The principle is straightforward: marketing consent must be a standalone choice. It cannot be wrapped into terms and conditions, account registration, or age verification. Each channel you intend to use must be explicitly identified in the consent statement.

Legitimate interest does not override PECR

Argentum Data Solutions Ltd was fined £65,000 in October 2023 for sending 2.3 million unsolicited SMS messages. The company argued it was relying on legitimate interest as a legal basis. The ICO rejected this outright. Where PECR requires consent for electronic marketing – which it does for emails and texts to individual subscribers – legitimate interest under UK GDPR cannot override that requirement. This is not a grey area. UK GDPR Recital 47 acknowledges that direct marketing may constitute a legitimate interest, but that general statement does not disapply the specific consent requirements in PECR.

The penalty landscape just changed

On 5 February 2026, the Data (Use and Access) Act 2025 raised the maximum PECR penalty from £500,000 to £17.5 million or 4% of global annual turnover – whichever is higher. This aligns PECR fines with UK GDPR's higher tier for the first time.

The practical significance is considerable. Under the old cap, even the most aggressive PECR enforcement produced fines that large companies could absorb as an operational cost. The average PECR marketing fine from March 2022 onward was £94,490 – unpleasant, but not existential. The new cap changes the calculus entirely.

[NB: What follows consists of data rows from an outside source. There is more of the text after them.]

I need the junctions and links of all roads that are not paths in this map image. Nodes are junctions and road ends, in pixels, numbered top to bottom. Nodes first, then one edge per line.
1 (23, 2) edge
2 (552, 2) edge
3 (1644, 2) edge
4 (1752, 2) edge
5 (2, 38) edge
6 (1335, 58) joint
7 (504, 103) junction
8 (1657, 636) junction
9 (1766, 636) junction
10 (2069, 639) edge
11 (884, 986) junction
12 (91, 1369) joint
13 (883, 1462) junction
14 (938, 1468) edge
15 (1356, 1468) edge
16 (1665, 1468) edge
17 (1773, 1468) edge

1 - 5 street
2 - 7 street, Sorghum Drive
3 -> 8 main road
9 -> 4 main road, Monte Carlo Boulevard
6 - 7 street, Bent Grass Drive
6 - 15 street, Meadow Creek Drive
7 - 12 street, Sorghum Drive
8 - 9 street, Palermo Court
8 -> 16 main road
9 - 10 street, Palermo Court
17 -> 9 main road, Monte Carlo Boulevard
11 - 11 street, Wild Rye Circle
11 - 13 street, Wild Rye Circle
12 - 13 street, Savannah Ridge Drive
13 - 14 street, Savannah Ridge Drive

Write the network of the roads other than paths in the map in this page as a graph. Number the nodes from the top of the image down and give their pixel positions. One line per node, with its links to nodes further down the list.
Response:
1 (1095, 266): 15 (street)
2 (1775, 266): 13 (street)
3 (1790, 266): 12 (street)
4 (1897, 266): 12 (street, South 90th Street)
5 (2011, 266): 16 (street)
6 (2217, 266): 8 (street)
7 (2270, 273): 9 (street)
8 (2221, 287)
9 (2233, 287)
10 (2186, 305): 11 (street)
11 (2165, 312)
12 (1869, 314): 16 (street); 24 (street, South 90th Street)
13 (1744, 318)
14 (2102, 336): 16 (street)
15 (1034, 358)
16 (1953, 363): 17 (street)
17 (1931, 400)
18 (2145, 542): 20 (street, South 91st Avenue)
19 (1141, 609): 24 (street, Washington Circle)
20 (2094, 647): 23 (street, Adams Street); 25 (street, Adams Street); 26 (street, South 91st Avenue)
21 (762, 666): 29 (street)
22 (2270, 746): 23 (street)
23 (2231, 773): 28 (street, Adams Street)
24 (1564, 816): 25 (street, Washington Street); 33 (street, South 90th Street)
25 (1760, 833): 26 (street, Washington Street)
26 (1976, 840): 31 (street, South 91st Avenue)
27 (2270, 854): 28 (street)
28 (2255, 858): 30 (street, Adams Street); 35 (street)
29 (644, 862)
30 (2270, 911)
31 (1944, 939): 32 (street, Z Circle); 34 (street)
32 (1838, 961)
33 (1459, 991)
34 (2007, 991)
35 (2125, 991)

As the Data Privacy Advisory Service noted in its 2025 enforcement analysis, PECR breaches involve direct marketing with clear evidentiary trails and fewer defences than UK GDPR cases. Removing the £500,000 cap exposes organisations to GDPR-level fines for what are often straightforward infringements. The evidence is typically a database of messages sent, a list of recipients, and the presence or absence of valid consent records. There are few places to hide.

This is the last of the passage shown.